Filter the data for lines with the word "lane" and copy those lines.

════════

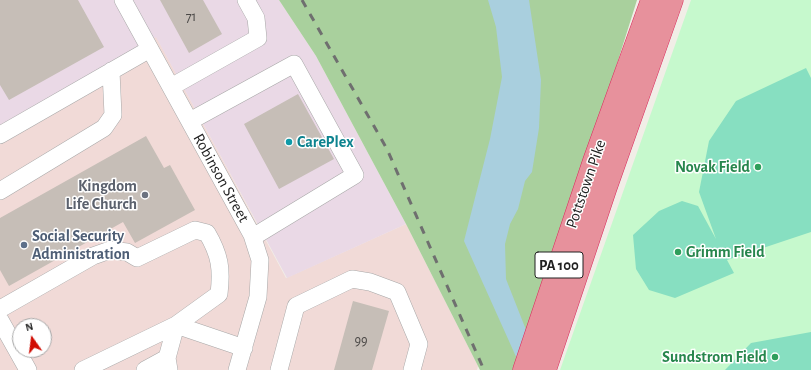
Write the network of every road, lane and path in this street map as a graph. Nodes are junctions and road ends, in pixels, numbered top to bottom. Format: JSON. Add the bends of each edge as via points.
{"nodes":[{"id":1,"x":123,"y":0,"type":"edge"},
{"id":2,"x":246,"y":0,"type":"edge"},
{"id":3,"x":652,"y":0,"type":"edge"},
{"id":4,"x":672,"y":0,"type":"edge"},
{"id":5,"x":150,"y":49,"type":"junction"},
{"id":6,"x":112,"y":71,"type":"junction"},
{"id":7,"x":171,"y":87,"type":"junction"},
{"id":8,"x":190,"y":121,"type":"junction"},
{"id":9,"x":0,"y":135,"type":"edge"},
{"id":10,"x":0,"y":191,"type":"edge"},
{"id":11,"x":253,"y":237,"type":"junction"},
{"id":12,"x":0,"y":310,"type":"edge"},
{"id":13,"x":0,"y":320,"type":"edge"},
{"id":14,"x":176,"y":325,"type":"junction"},
{"id":15,"x":244,"y":348,"type":"junction"},
{"id":16,"x":168,"y":364,"type":"edge"},
{"id":17,"x":28,"y":370,"type":"edge"},
{"id":18,"x":82,"y":370,"type":"edge"},
{"id":19,"x":145,"y":370,"type":"edge"},
{"id":20,"x":237,"y":370,"type":"edge"},
{"id":21,"x":278,"y":370,"type":"edge"},
{"id":22,"x":412,"y":370,"type":"edge"},
{"id":23,"x":524,"y":370,"type":"edge"},
{"id":24,"x":544,"y":370,"type":"edge"}],
"edges":[{"from":1,"to":5,"type":"street","name":"Robinson Street"},
{"from":2,"to":7,"type":"street","via":[[256,18],[258,38]]},
{"from":3,"to":23,"type":"highway","name":"Pottstown Pike","number":"PA 100","via":[[594,161]]},
{"from":4,"to":24,"type":"highway","name":"Pottstown Pike","number":"PA 100"},
{"from":5,"to":6,"type":"street"},
{"from":5,"to":7,"type":"street","name":"Robinson Street"},
{"from":6,"to":9,"type":"street"},
{"from":6,"to":10,"type":"street","via":[[113,114],[104,128]]},
{"from":7,"to":8,"type":"street","name":"Robinson Street"},
{"from":8,"to":11,"type":"street","name":"Robinson Street"},
{"from":8,"to":11,"type":"street","via":[[294,64],[352,168],[355,175]]},
{"from":11,"to":15,"type":"street","name":"Robinson Street","via":[[260,260],[258,297]]},
{"from":12,"to":14,"type":"street","via":[[93,256],[110,250],[126,252],[137,258],[195,230],[207,233],[216,248],[221,272],[219,294]]},
{"from":13,"to":17,"type":"street"},
{"from":14,"to":15,"type":"street"},
{"from":14,"to":16,"type":"street"},
{"from":14,"to":18,"type":"street"},
{"from":15,"to":20,"type":"street","name":"Robinson Street"},
{"from":16,"to":19,"type":"street"},
{"from":21,"to":22,"type":"street","via":[[296,306],[352,279],[370,282],[397,292],[419,344]]}]}
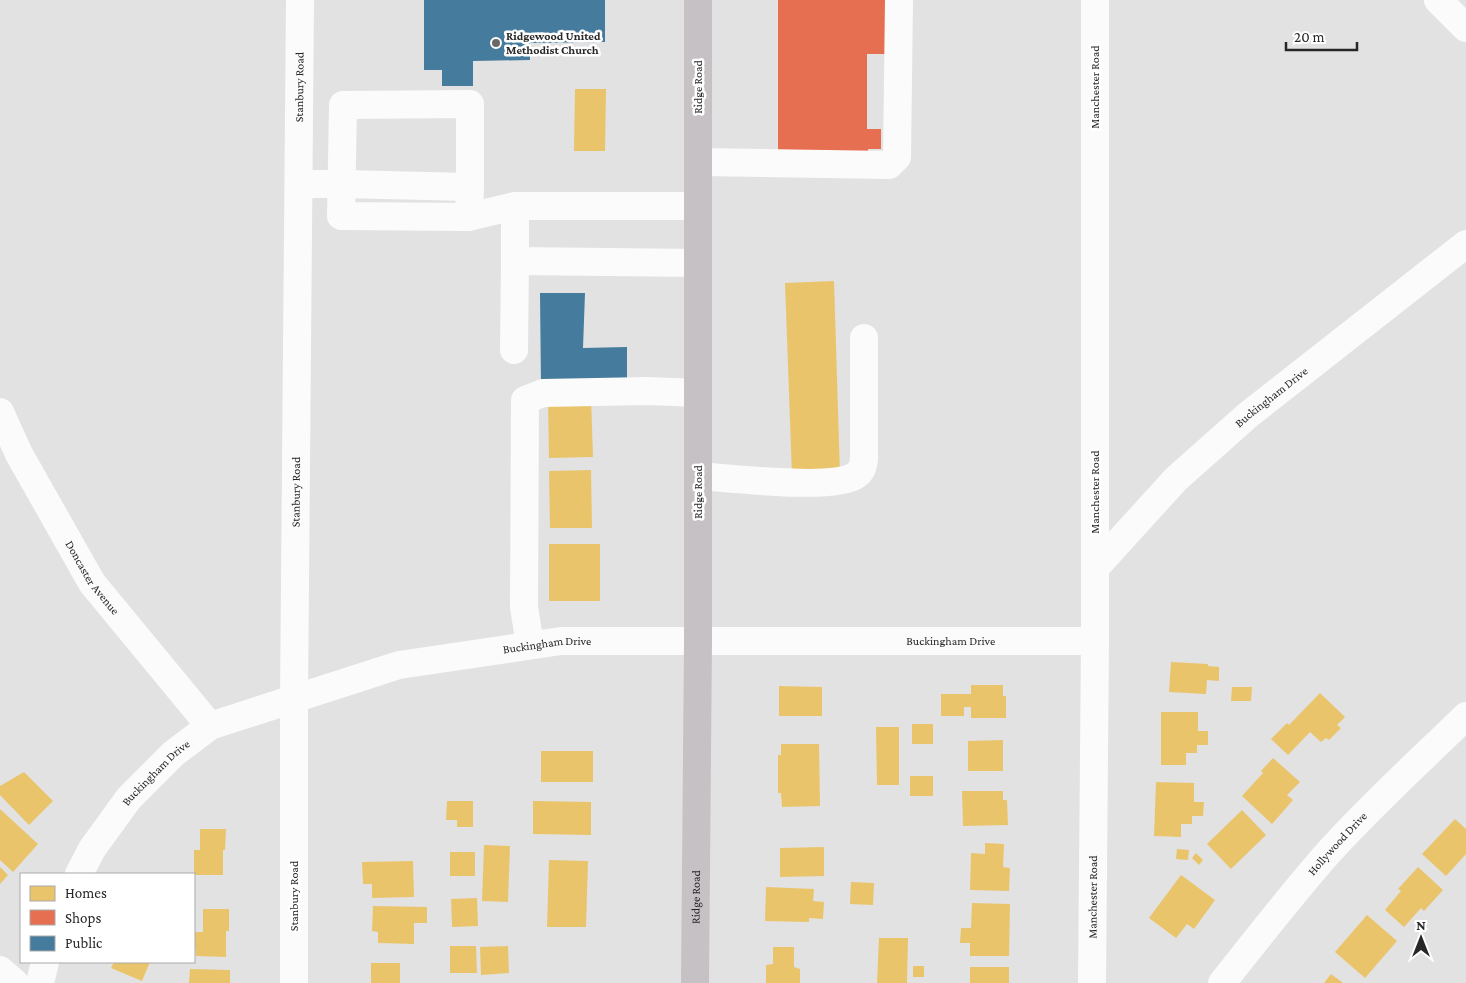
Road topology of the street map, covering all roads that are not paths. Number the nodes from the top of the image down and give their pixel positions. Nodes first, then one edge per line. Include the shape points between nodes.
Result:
1 (300, 0) edge
2 (698, 0) edge
3 (899, 0) edge
4 (1094, 0) edge
5 (1438, 0) edge
6 (1466, 28) edge
7 (698, 162) junction
8 (299, 184) junction
9 (341, 184) junction
10 (470, 187) junction
11 (515, 206) junction
12 (698, 206) junction
13 (469, 217) junction
14 (1466, 244) edge
15 (514, 261) junction
16 (698, 263) junction
17 (864, 338) dead end
18 (514, 350) dead end
19 (698, 393) junction
20 (0, 412) edge
21 (698, 476) junction
22 (1095, 568) junction
23 (698, 641) junction
24 (1095, 641) junction
25 (530, 645) junction
26 (294, 699) junction
27 (1466, 716) edge
28 (210, 726) junction
29 (80, 873) edge
30 (45, 963) edge
31 (0, 970) edge
32 (15, 983) edge
33 (40, 983) edge
34 (294, 983) edge
35 (695, 983) edge
36 (1092, 983) edge
37 (1222, 983) edge

1 - 8 street, Stanbury Road
2 - 7 main road, Ridge Road
3 - 7 street via 897,157 889,165
4 - 22 street, Manchester Road
5 - 6 street
7 - 12 main road, Ridge Road
8 - 9 street
8 - 26 street, Stanbury Road
9 - 10 street
9 - 10 street via 343,105 470,104
9 - 13 street via 341,216
10 - 13 street
11 - 12 street
11 - 13 street
11 - 15 street
12 - 16 main road, Ridge Road
14 - 22 street, Buckingham Drive via 1248,415 1176,480
15 - 16 street
15 - 18 street
16 - 19 main road, Ridge Road
17 - 21 street via 864,459 862,469 855,476 824,483 799,483
19 - 21 main road, Ridge Road
19 - 25 street via 543,393 526,400 524,607
20 - 28 street, Doncaster Avenue via 19,454 92,583
21 - 23 main road, Ridge Road
22 - 24 street, Manchester Road
23 - 24 street, Buckingham Drive
23 - 25 street, Buckingham Drive via 561,641
23 - 35 main road, Ridge Road
24 - 36 street, Manchester Road
25 - 26 street, Buckingham Drive via 399,665
26 - 28 street, Buckingham Drive
26 - 34 street, Stanbury Road
27 - 37 street, Hollywood Drive via 1329,852
28 - 29 street, Buckingham Drive via 173,754 129,798 92,849
30 - 33 street
31 - 32 street

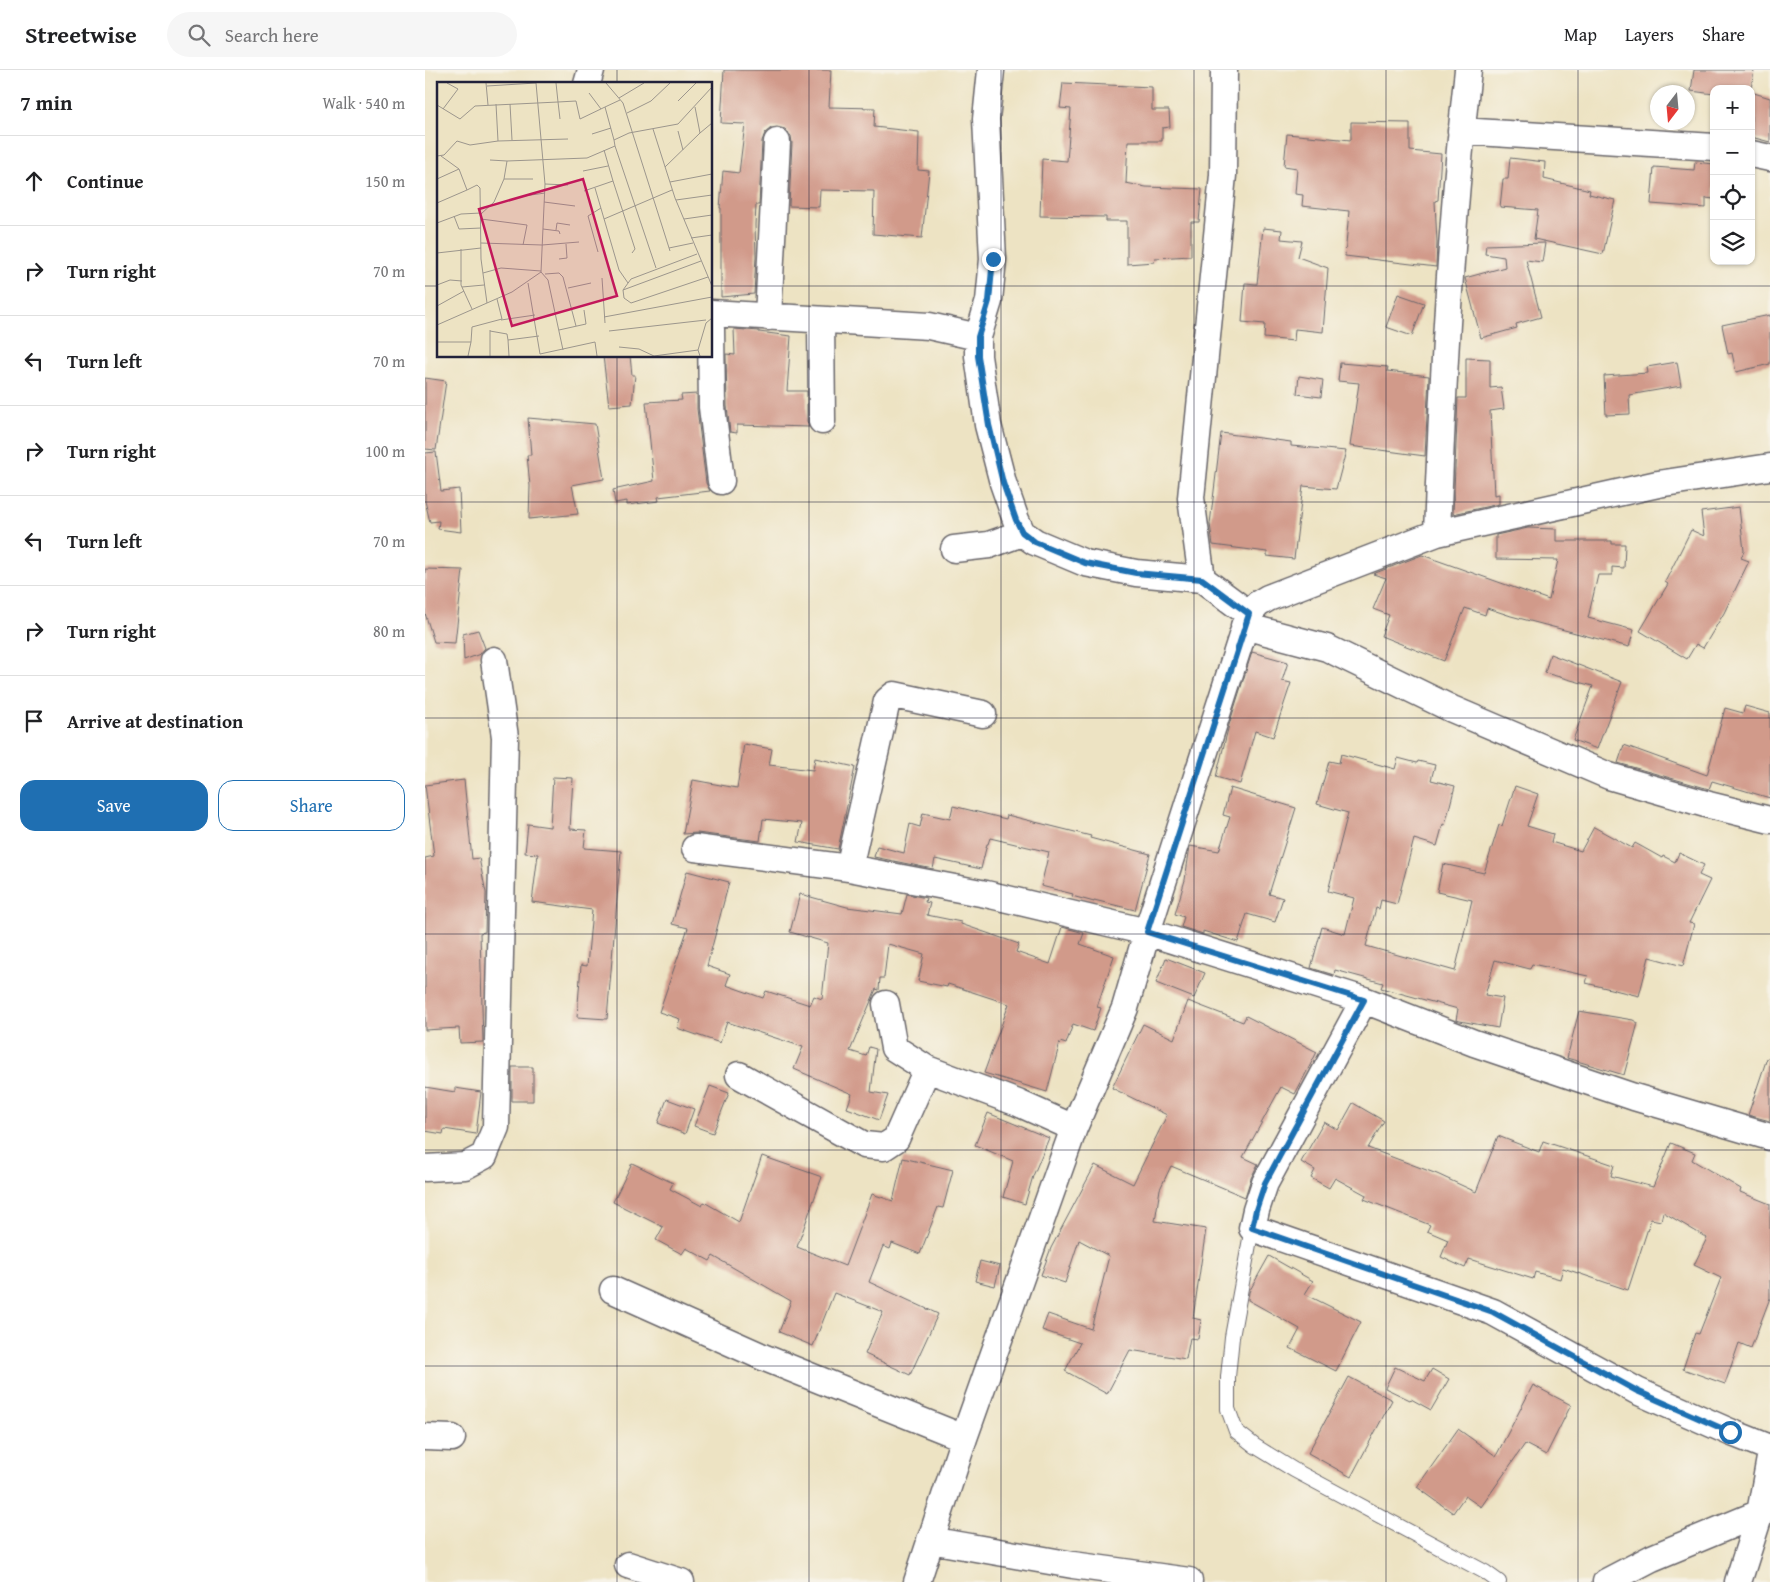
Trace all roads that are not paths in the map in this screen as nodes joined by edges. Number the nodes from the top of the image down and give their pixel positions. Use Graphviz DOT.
graph roads {
  1 [pos="991,70"];
  2 [pos="1224,70"];
  3 [pos="1468,70"];
  4 [pos="1461,131"];
  5 [pos="777,142"];
  6 [pos="1710,147"];
  7 [pos="1755,155"];
  8 [pos="1770,158"];
  9 [pos="713,314"];
  10 [pos="769,317"];
  11 [pos="821,320"];
  12 [pos="978,337"];
  13 [pos="711,358"];
  14 [pos="822,421"];
  15 [pos="1770,467"];
  16 [pos="721,481"];
  17 [pos="1022,532"];
  18 [pos="1437,533"];
  19 [pos="955,549"];
  20 [pos="1202,579"];
  21 [pos="1246,620"];
  22 [pos="494,660"];
  23 [pos="983,714"];
  24 [pos="1770,820"];
  25 [pos="695,848"];
  26 [pos="849,868"];
  27 [pos="1147,932"];
  28 [pos="1364,1000"];
  29 [pos="886,1004"];
  30 [pos="927,1069"];
  31 [pos="739,1075"];
  32 [pos="1074,1128"];
  33 [pos="1770,1136"];
  34 [pos="425,1168"];
  35 [pos="1252,1228"];
  36 [pos="613,1290"];
  37 [pos="425,1437"];
  38 [pos="452,1438"];
  39 [pos="964,1438"];
  40 [pos="1770,1448"];
  41 [pos="1770,1458"];
  42 [pos="1762,1523"];
  43 [pos="930,1540"];
  44 [pos="627,1565"];
  45 [pos="1189,1581"];
  46 [pos="681,1582"];
  47 [pos="917,1582"];
  48 [pos="1499,1582"];
  49 [pos="1606,1582"];
  50 [pos="1738,1582"];
  1 -- 12 [label="street"];
  2 -- 20 [label="street"];
  3 -- 4 [label="street"];
  4 -- 6 [label="street"];
  4 -- 18 [label="street"];
  5 -- 10 [label="street"];
  7 -- 8 [label="street"];
  9 -- 10 [label="street"];
  10 -- 11 [label="street"];
  11 -- 12 [label="street"];
  11 -- 14 [label="street"];
  12 -- 17 [label="street"];
  13 -- 16 [label="street"];
  15 -- 18 [label="street"];
  17 -- 19 [label="street"];
  17 -- 20 [label="street"];
  18 -- 21 [label="street"];
  20 -- 21 [label="street"];
  21 -- 24 [label="street"];
  21 -- 27 [label="street"];
  22 -- 34 [label="street"];
  23 -- 26 [label="street"];
  25 -- 26 [label="street"];
  26 -- 27 [label="street"];
  27 -- 28 [label="street"];
  27 -- 32 [label="street"];
  28 -- 33 [label="street"];
  28 -- 35 [label="street"];
  29 -- 30 [label="street"];
  30 -- 31 [label="street"];
  30 -- 32 [label="street"];
  32 -- 39 [label="street"];
  35 -- 40 [label="street"];
  35 -- 48 [label="lane"];
  36 -- 39 [label="street"];
  37 -- 38 [label="street"];
  39 -- 43 [label="street"];
  41 -- 42 [label="street"];
  42 -- 49 [label="street"];
  42 -- 50 [label="street"];
  43 -- 45 [label="street"];
  43 -- 47 [label="street"];
  44 -- 46 [label="street"];
}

════════

■ ANSWER SECTION
Write the network of every road, lane and path in this street map as a graph. Nodes are junctions and road ends, in pixels, numbered top to bottom. Format: JSON. Add the bends of each edge as via points.
  35 -- 48 [label="lane"];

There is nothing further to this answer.